Ci sono svolte nella carriera di un artista che vanno prese alla giusta velocità, scalando la marcia e tenendo fisso lo sguardo sulla strada. Per Fabrizio Moro questo è uno di quei momenti: il cantautore romano - già due volte vittorioso al Festival, nel 2007 tra le Nuove Proposte con il brano Pensa e nel 2018 tra i big e in coppia con Ermal Meta, con Non mi avete fatto niente - si presenta sotto i riflettori in doppia veste, quella che lo porta sul palco del Teatro Ariston con il brano Sei tu, e quella di regista all'esordio. Dal 7 febbraio arriva infatti nelle sale Ghiaccio, co-diretto con Alessio De Leonardis, storia di periferia romana, pugilato e riscatto, film nella cui colonna sonora spicca proprio il suo brano sanremese. A tutto ciò si aggiunga l'uscita, il 4 febbraio, del nuovo disco, un Ep, dal titolo La mia voce.
Il momento è speciale, come si sente?
«Un po' confuso, ma in senso positivo. Complice lo stato che abbiamo vissuto tutti noi, con la pandemia. Sono passato dalla reclusione tra quattro mura, a meditare su ciò che stava accadendo, scrivere il disco e proteggermi da questo maledetto virus, a tutta questa luce, queste voci e attenzioni».
Lockdown e limitazioni, appunto: con quale stato d'animo li ha vissuti?
«Sono rimasto positivo, e ho scritto molto. E poi ho toccato con mano l'amore della mia famiglia. In situazioni così estreme esce la verità. E la verità, guardandola in faccia, mi è piaciuta».
Tra le persone che l'hanno fatta stare bene c'è il protagonista di Sei tu?
«Quel tu non è una singola persona: è il tessuto umano che mi ha dimostrato amore e mi ha dato speranza».
Quella speranza che vibra a sano ritmo rock in uno dei brani del suo nuovo disco: Continuare a cercare.
«Sì, devo dire che quella canzone rappresenta molto la positività che mi muove in questo momento. Non si deve mai smettere di cercare una dimensione: quando vado a dormire devo sentire di aver fatto qualcosa. Sennò è stata una giornata persa».
Ritorna a Sanremo da ex vincitore in concorrenza con tanti ex vincitori: una competizione in più?
«Per me il Festival non è competizione con gli altri, ma col mio momento. Voglio dire: la tensione che ti viene all'Ariston ce l'hai sia che tu abbia vinto in passato, o che abbia partecipato a tanti Festival. Ti prende quando scendi le scale e vai verso il microfono: sai che non puoi tornare indietro. Devi buttare tutto nei tre minuti che seguono, fondamentali per la tua carriera».
La sua cover nella serata del 4 febbraio sarà Uomini soli dei Pooh: perché questa scelta?
«La canto da sempre, sin da quando me la chiedevano immancabilmente ai matrimoni. È una delle canzoni più belle della storia italiana. Tra l'altro la canterò davanti a Roby Facchinetti e non è che sia così tranquillo».
Dopo la centrifuga del Festival, toccherà al suo film.
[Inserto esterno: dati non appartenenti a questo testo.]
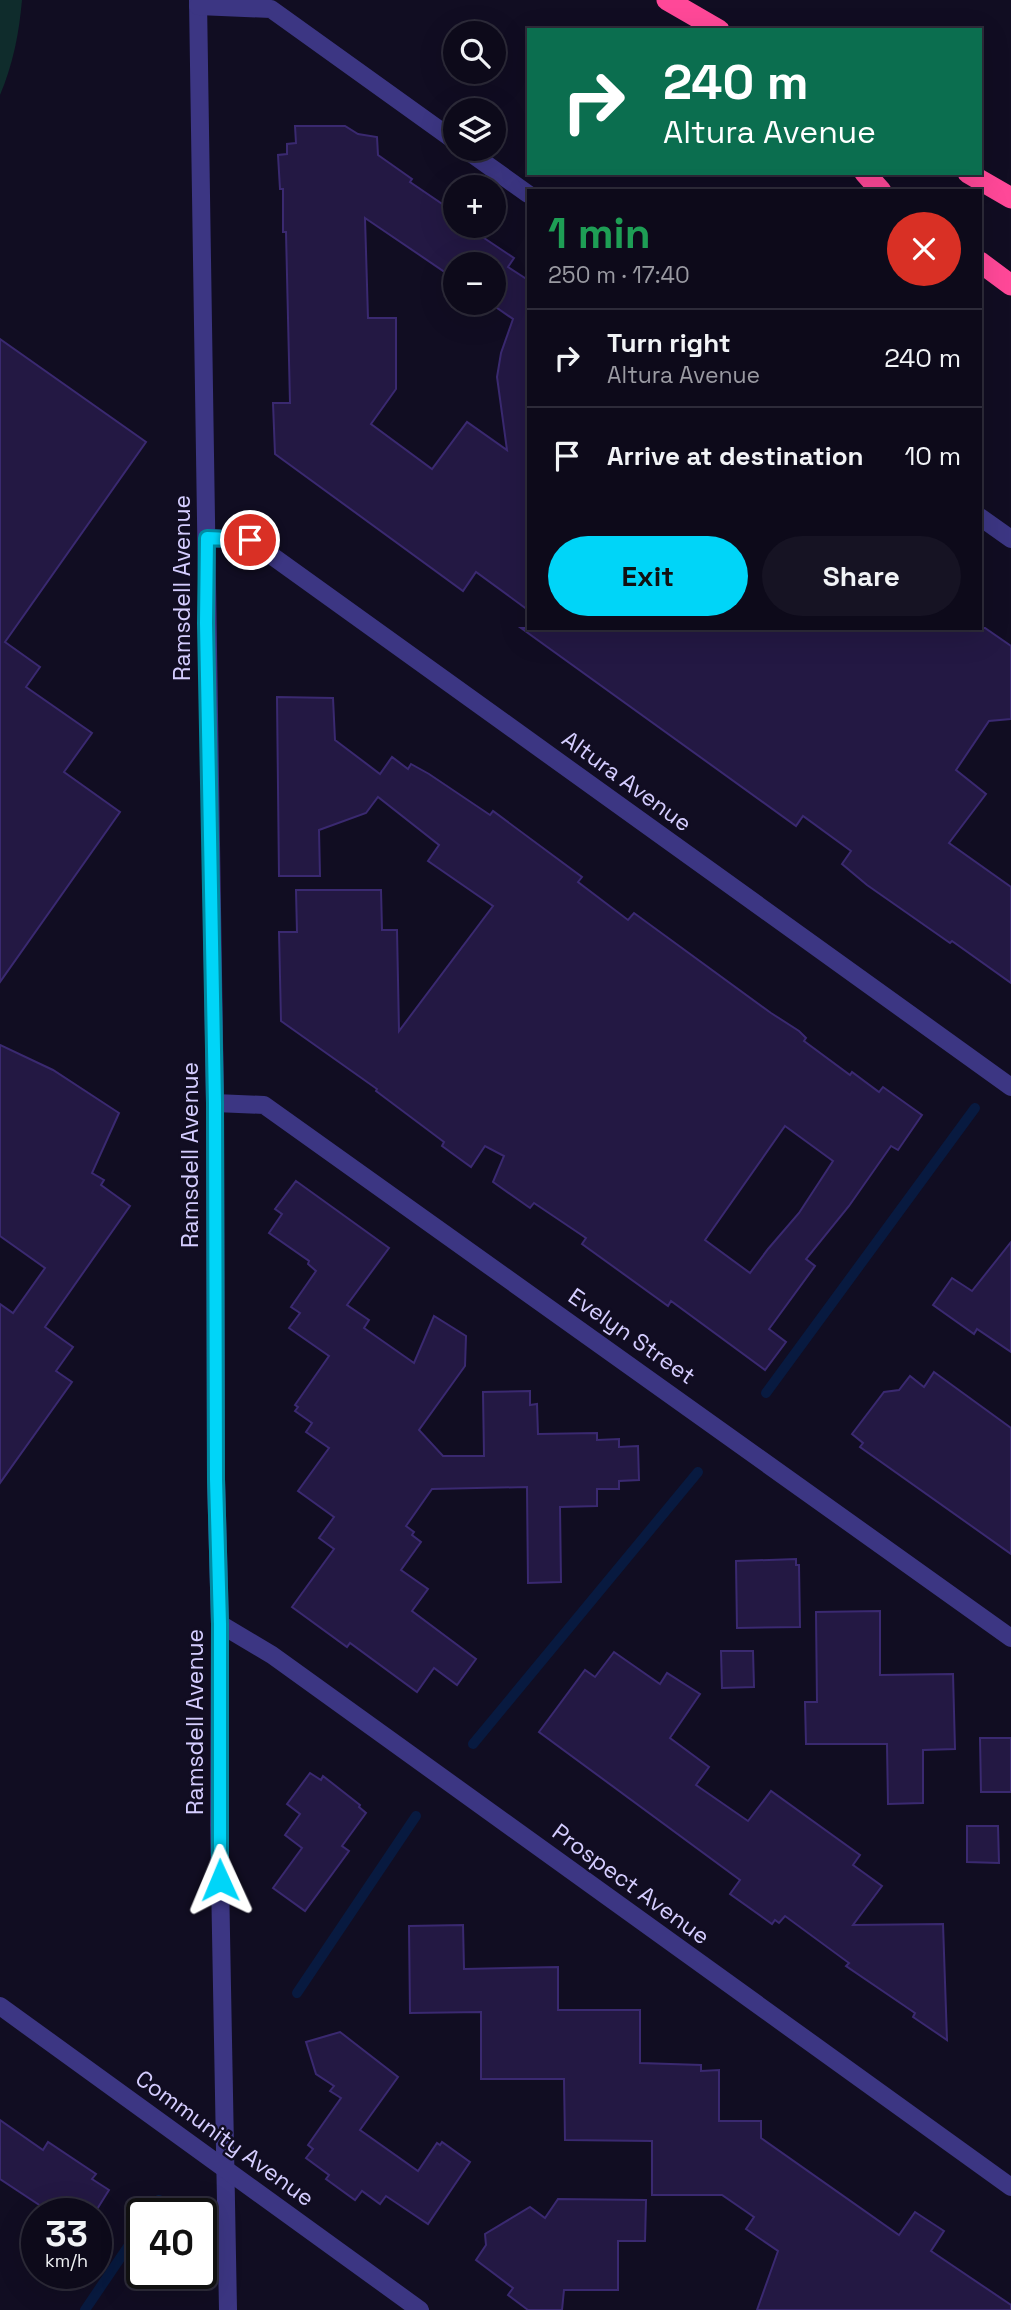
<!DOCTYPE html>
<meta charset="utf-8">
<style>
body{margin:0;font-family:"Space Grotesk",sans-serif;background:#161323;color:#f1f3f6;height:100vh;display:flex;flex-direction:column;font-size:26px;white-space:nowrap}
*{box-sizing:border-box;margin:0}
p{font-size:23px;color:#9a9aa2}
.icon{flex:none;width:38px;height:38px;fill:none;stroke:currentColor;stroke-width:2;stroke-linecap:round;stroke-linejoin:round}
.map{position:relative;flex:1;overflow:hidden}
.drawer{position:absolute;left:527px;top:189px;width:455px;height:441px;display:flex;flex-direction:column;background:#0d0a1a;border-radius:0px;box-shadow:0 7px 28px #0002,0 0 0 2px #2d2b39}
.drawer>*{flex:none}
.top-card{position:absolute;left:527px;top:28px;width:455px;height:147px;border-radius:0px;box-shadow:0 7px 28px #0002,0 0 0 2px #2d2b39;background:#0b6e4f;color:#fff;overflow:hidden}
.controls{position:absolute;left:443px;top:21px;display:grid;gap:14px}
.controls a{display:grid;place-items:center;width:63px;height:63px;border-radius:50%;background:#0d0a1a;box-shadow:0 7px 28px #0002,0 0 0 2px #2d2b39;font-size:35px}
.speed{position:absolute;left:21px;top:2198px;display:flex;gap:14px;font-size:35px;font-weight:700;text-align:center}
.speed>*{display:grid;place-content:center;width:91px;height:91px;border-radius:50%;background:#0d0a1a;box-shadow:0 7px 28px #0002,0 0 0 2px #2d2b39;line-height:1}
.speed small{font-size:18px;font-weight:400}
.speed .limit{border:4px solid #111;border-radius:10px;background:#fff;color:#111}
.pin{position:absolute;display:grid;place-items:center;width:60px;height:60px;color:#fff;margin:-30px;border:4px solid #fff;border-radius:50%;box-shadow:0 2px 7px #0007}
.me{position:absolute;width:77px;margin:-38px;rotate:359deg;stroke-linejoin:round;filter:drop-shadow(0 0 5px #0008)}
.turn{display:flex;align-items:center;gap:24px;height:147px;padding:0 21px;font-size:32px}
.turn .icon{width:91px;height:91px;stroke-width:2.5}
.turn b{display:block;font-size:49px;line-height:60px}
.round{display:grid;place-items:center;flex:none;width:74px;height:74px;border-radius:37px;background:#161323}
.headline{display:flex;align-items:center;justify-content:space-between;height:119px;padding:0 21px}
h1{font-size:42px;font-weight:800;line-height:52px;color:#1e9e55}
.cta{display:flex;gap:14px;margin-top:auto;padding:14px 21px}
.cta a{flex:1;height:80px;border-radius:42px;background:#00d5f8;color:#111;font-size:28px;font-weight:800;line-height:80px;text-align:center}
.cta a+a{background:#161323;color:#f1f3f6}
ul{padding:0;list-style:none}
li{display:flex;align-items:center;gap:21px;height:98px;padding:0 21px;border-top:2px solid #2d2b39}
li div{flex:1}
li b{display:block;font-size:26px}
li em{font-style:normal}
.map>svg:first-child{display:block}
.green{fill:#0f2c2c}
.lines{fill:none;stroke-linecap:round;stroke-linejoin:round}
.stream{stroke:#081a40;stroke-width:10}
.building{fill:#231843;stroke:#3a2970;stroke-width:2;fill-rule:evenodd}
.minor{stroke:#3c3683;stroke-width:18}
.highway{stroke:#ff4898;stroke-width:21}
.route-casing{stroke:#008aa1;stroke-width:18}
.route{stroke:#00d5f8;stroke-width:12}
.labels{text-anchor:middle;stroke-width:5;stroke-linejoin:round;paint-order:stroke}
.street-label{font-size:23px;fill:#d5cdff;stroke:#110d22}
</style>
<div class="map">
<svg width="1011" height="2310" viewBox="0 0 1011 2310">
<rect width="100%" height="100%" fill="#110d22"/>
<path class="green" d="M 0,0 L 22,0 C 19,34 13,64 0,95 Z"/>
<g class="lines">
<g class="stream">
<polyline points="766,1393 975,1108"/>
<polyline points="473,1744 698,1472"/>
<polyline points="297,1993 416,1816"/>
<polyline points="150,2214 159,2200"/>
<polyline points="85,2310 142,2226"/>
</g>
</g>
<g class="building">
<path d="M 295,126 L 345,126 L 358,134 L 377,137 L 378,155 L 412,179 L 410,182 L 451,210 L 448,214 L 455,219 L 455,226 L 466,226 L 514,258 L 508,267 L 528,280 L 528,610 L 476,572 L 463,591 L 275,454 L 273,403 L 290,403 L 286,232 L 283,232 L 283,189 L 280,189 L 278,155 L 287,154 L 287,144 L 296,143 ZM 365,218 L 455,279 L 455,264 L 494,264 L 494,303 L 490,303 L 513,319 L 501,353 L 497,377 L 507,450 L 467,422 L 432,469 L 371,424 L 396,389 L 396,318 L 368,318 Z"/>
<polygon points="0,339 146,442 5,642 40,667 26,687 92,733 64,772 120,812 0,982"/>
<polygon points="521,628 985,628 1011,646 1011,719 989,721 956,770 986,794 949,843 1011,887 1011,983 952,941 950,943 867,885 842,864 851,851 803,816 796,826"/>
<path d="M 277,697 L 333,698 L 335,740 L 380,774 L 392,757 L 408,769 L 411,764 L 429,774 L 490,815 L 493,811 L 582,877 L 578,882 L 628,920 L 634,913 L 771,1013 L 799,1031 L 806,1038 L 804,1041 L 850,1075 L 852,1072 L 879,1092 L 883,1087 L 922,1115 L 898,1150 L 891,1146 L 849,1206 L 806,1259 L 815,1266 L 769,1329 L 786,1342 L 765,1370 L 671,1301 L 668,1306 L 582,1244 L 586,1238 L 534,1203 L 530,1208 L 493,1182 L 504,1156 L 485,1146 L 471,1167 L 442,1146 L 444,1142 L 376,1091 L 377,1089 L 281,1021 L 279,932 L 297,932 L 296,890 L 381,890 L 382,930 L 397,930 L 399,1031 L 493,906 L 428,861 L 439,845 L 378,797 L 366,813 L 319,830 L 320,876 L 279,876 ZM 785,1126 L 833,1161 L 799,1213 L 768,1249 L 750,1273 L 705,1240 Z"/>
<polygon points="0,1045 53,1070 119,1113 92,1173 104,1180 101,1185 130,1206 45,1327 73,1347 56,1371 72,1382 0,1483 0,1304 13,1313 45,1268 0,1236"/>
<polygon points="296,1181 389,1248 347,1305 369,1320 364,1328 414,1363 434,1316 466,1336 465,1366 419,1430 443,1456 484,1456 483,1392 530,1391 530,1405 537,1404 538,1434 597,1433 597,1440 619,1439 619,1447 638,1446 639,1480 619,1481 619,1489 597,1489 597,1506 560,1507 561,1582 528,1583 527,1487 432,1489 406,1526 414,1532 412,1535 421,1542 401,1570 428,1589 412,1611 476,1659 457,1685 434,1668 417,1692 350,1643 347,1647 292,1607 334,1549 319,1538 334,1517 298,1491 329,1448 306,1432 312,1423 295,1411 298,1407 295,1405 329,1356 289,1328 300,1313 291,1307 316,1271 308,1264 309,1261 269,1233 282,1214 275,1209"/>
<polygon points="1011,1242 1011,1352 977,1329 974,1334 933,1305 952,1278 972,1291"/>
<polygon points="934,1372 1011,1428 1011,1554 860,1447 863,1443 852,1434 884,1392 899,1390 910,1376 924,1387"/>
<polygon points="796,1559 796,1565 799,1565 800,1627 737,1628 736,1561"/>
<polygon points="880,1611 880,1675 953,1674 955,1749 923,1750 923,1803 888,1804 887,1744 806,1744 805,1702 817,1702 816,1612"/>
<polygon points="721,1651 753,1651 754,1687 722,1688"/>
<polygon points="614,1652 660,1684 667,1673 700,1694 670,1738 709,1767 696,1785 748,1821 771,1791 860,1855 853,1865 882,1886 853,1925 943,1924 947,2040 913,2017 915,2013 846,1966 849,1963 785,1916 779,1923 775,1920 772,1924 730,1894 740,1880 539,1732 585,1670 595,1677"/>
<polygon points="980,1738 1011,1738 1011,1792 981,1792"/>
<polygon points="310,1773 321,1780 323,1776 360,1805 359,1807 366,1813 342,1846 349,1851 305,1911 273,1888 302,1848 285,1835 300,1814 287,1804"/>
<polygon points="967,1826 998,1826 999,1863 967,1862"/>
<polygon points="463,1925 464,1969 558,1967 558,2010 640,2010 640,2063 701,2065 701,2071 719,2070 719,2121 761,2121 761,2138 899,2235 915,2212 944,2231 931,2251 1011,2305 1011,2310 757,2310 778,2251 746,2229 754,2217 722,2195 652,2195 652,2141 565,2140 564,2079 481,2079 481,2012 410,2013 409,1926"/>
<polygon points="340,2032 398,2077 360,2130 418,2171 437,2143 440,2145 442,2142 470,2162 428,2224 386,2196 380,2204 362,2191 355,2200 326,2179 329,2175 306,2158 313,2149 308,2145 341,2098 330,2091 334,2086 316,2074 306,2042"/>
<polygon points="0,2120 43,2150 48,2142 96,2174 92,2179 109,2190 94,2214 53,2214 0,2179"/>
<polygon points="558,2199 646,2200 645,2241 618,2241 618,2290 564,2290 562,2310 528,2310 508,2295 513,2288 476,2260 486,2245 485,2234 530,2207 545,2218"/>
</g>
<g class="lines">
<g class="minor">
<polyline points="198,0 215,1103 216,1479 220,1624 219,1825 228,2310"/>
<polyline points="198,6 271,9 455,141"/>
<polyline points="465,149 528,194"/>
<polyline points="980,517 1011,539"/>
<polyline points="207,538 250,540 1011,1087"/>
<polyline points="215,1103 264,1105 1011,1638"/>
<polyline points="220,1624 272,1655 1011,2187"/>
<polyline points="0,2006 420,2310"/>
</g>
<g class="highway">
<polyline points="667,0 719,30"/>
<polyline points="865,173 881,191"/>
<polyline points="968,173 1011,198"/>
<polyline points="980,262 1011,285"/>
</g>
</g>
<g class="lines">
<defs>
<polyline id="route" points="220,1880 220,1624 216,1479 215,1103 206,623 207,538 250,540"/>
</defs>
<use href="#route" class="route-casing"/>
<use href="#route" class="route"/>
</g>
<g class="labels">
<g class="street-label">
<text transform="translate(182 588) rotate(-90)" y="8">Ramsdell Avenue</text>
<text transform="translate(627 781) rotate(36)" y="8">Altura Avenue</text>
<text transform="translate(190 1155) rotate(-90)" y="8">Ramsdell Avenue</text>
<text transform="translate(632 1336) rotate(35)" y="8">Evelyn Street</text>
<text transform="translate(195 1722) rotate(-90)" y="8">Ramsdell Avenue</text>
<text transform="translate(631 1884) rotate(36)" y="8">Prospect Avenue</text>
<text transform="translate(225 2138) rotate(36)" y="8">Community Avenue</text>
</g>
</g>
</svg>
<div class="controls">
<a><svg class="icon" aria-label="search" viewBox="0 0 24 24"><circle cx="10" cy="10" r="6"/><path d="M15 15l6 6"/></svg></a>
<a><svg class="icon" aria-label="layers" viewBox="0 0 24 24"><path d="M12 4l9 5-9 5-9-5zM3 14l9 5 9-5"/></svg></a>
<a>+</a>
<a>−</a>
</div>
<div class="speed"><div>33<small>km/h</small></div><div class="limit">40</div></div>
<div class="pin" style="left:250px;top:540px;background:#d93025"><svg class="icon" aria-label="arrive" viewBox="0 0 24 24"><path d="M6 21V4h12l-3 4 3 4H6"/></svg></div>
<svg class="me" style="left:220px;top:1880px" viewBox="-20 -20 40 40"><path d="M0-17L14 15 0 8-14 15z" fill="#00d5f8" stroke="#fff" stroke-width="4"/></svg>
<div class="top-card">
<div class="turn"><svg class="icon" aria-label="right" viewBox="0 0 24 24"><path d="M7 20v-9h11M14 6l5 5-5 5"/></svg><div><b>240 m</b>Altura Avenue</div></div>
</div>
<section class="drawer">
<div class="headline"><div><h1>1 min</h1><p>250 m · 17:40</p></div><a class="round" style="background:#d93025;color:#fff"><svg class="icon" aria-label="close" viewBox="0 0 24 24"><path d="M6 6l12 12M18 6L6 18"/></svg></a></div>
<ul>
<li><svg class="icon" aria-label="right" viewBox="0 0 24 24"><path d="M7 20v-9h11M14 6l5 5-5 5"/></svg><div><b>Turn right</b><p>Altura Avenue</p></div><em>240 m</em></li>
<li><svg class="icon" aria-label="arrive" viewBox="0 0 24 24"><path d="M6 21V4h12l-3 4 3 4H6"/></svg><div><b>Arrive at destination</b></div><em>10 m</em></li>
</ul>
<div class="cta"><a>Exit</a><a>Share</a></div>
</section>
</div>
«Sono fiducioso. Per me fare regia è stato quasi terapeutico. Amo da sempre il cinema, devo questa passione a mia madre. Ammetto che durante l'adolescenza, in anni difficili, il cinema è stata per me una via di fuga. Entravo nei negozi Blockbuster, passavo ore a scegliermi i film e poi correvo in camera a vederli. A dieci anni vidi C'era una volta in America di Sergio Leone, e il mondo non è più stato lo stesso».
Una volta tanto, dietro i riflettori.
«Stare dietro la macchina da presa mi ha aiutato. Sarà che io non amo i riflettori, voglio solo scrivere storie e canzoni. Poi per forza devo metterci la faccia. Sono sempre stato introverso, sin da bambino. E gli introversi scrivono: ho un sacco di libri nel cassetto».
Il suo film parla di pugilato e di periferia romana: due temi spesso trattati dal cinema.
«Sul pugilato, meglio non pensare ai grandi maestri che l'hanno portato sullo schermo. Quanto alla periferia, ultimamente il cinema sta sfornando qualche cliché di troppo.
Che sia Roma o Napoli, ci sono sempre i palazzoni, la biancheria stesa, gli spacciatori. La periferia di Ghiaccio è invece il Quarticciolo, uno dei quartieri più colorati. Anche in quel mondo devi saper guardare il bello. Perché nel bello c'è la speranza».